Insertion of Isocyanides across the Pd–C Bond of Phosphinoquinoline Allyl Palladium Complexes Bearing η1- and η3-Coordinated Allyl Groups. A Synthetic and Mechanistic Study

Abstract

We undertook an exhaustive study on the structural characteristics and reactivity toward the insertion of isocyanides across the Pd–C bond of palladium complexes bearing coordinated chloride, bidentate phosphoquinolines as spectator ligands, and differently substituted allyl groups. It was shown that the allyl hapticity is influenced not only by the nature of the spectator ligand but also by the position of the methyl substituents on the allyl fragment.
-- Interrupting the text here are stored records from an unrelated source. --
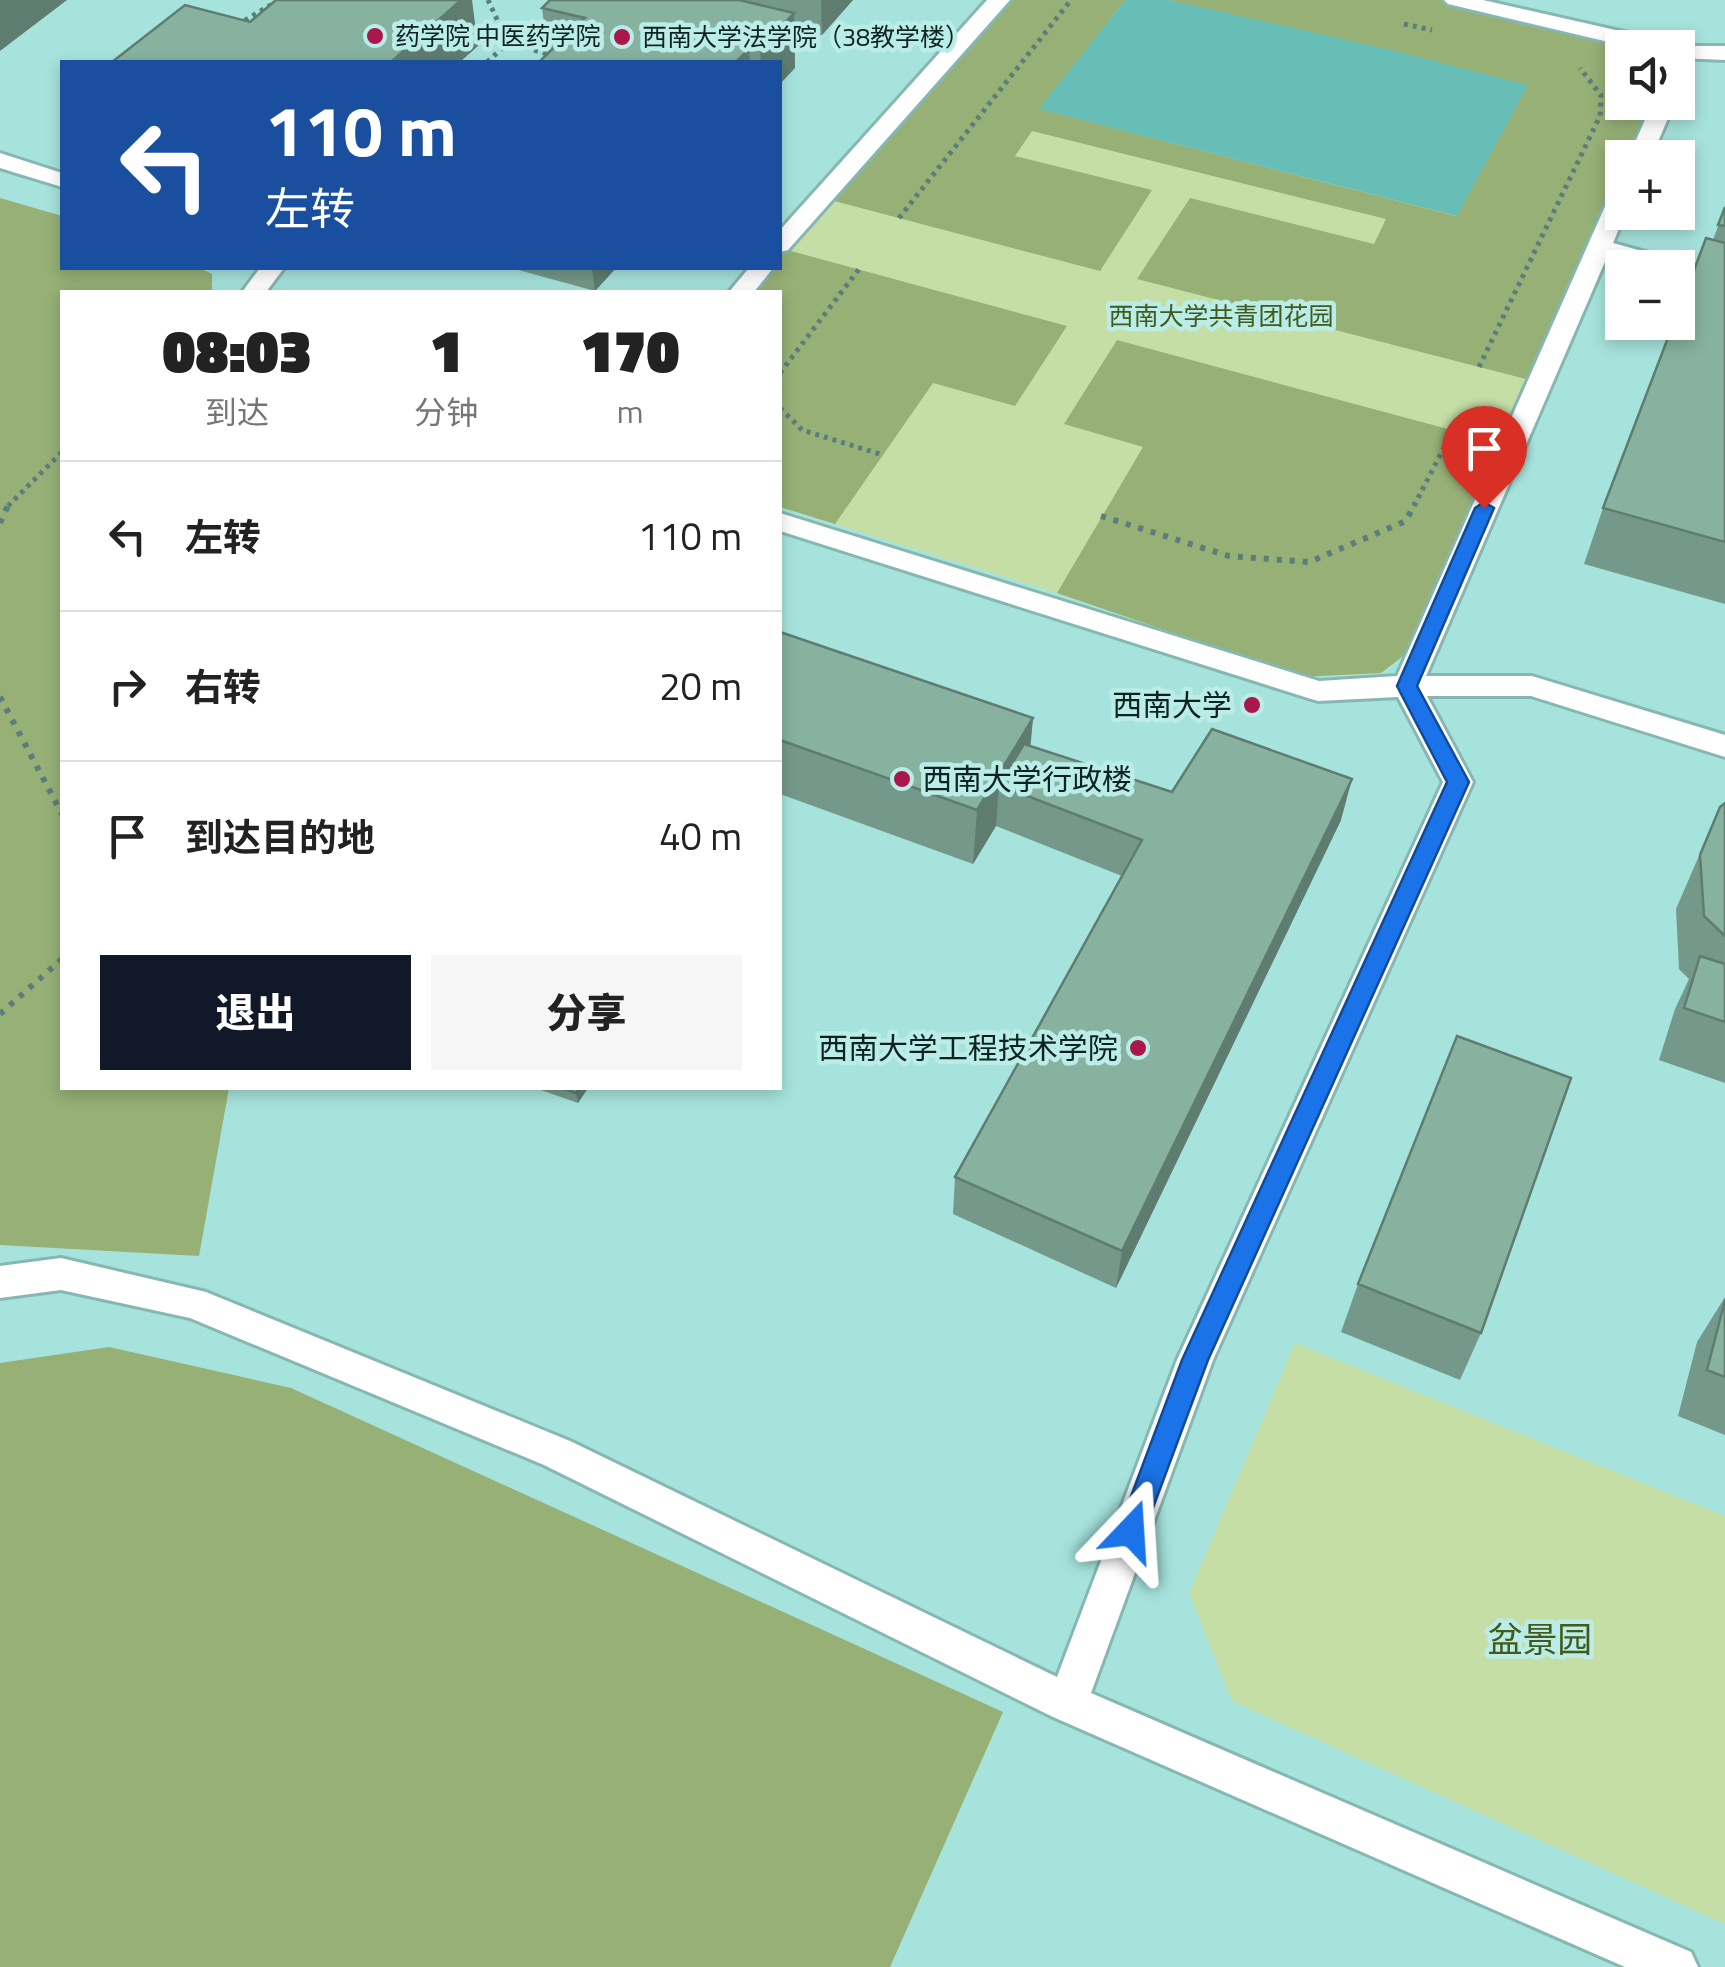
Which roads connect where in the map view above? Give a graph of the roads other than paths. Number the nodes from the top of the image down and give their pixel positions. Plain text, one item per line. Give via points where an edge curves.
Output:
1 (999, 0) edge
2 (1454, 0) edge
3 (1605, 38) edge
4 (1725, 53) edge
5 (1695, 55) edge
6 (0, 160) edge
7 (60, 179) edge
8 (1607, 230) edge
9 (782, 242) edge
10 (1599, 247) junction
11 (1610, 250) edge
12 (760, 270) edge
13 (743, 290) edge
14 (782, 523) edge
15 (1407, 686) junction
16 (1721, 745) edge
17 (0, 1282) edge
18 (1067, 1703) junction
19 (1676, 1967) edge

1 - 9 lane
2 - 3 lane
4 - 5 lane
6 - 7 lane
8 - 10 lane
10 - 11 lane
10 - 15 lane
12 - 13 lane
14 - 15 lane via 1318,691
15 - 16 lane via 1532,686
15 - 18 lane via 1458,782 1195,1360
17 - 18 lane via 61,1274 193,1303 557,1453
18 - 19 lane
Thus, in the presence of chloride, the κ1-η3 configuration is always assumed when the distorted 8-(diphenylphosphino)-2-methyl quinoline (DPPQ-Me) acts as ancillary ligand, whereas the unsubstituted 8-(diphenylphosphino)quinoline ligand (DPPQ) generally favors the κ2-η1 configuration with the exception of the complex with the 2-methyl-substituted allyl fragment, which adopts the κ2-η3 configuration with chloride as the counterion. We have determined the reactivity toward the insertion of the isocyanide on the Pd–C bond, and we have observed decidedly different rate laws when η3- or η1-allyl complexes were investigated. In particular, the rate law of the reaction involving the η1-allyl derivatives displays a second-order dependence on complex and isocyanide concentration, whereas the insertion on η3-allyl complexes is better described by a first-order process. We have interpreted such experimental results on the basis of a general pre-equilibrium mechanism in which the observed rates of the studied reactions are governed by the magnitude of the equilibrium constant. Finally, we have determined the solid-state structure of the insertion product palladium(chloro)(8-(diphenylphosphino)quinoline)(2,6-dimethyl-N-(4-methylpent-3-enylidene)benzenamine) (complex 1Bd).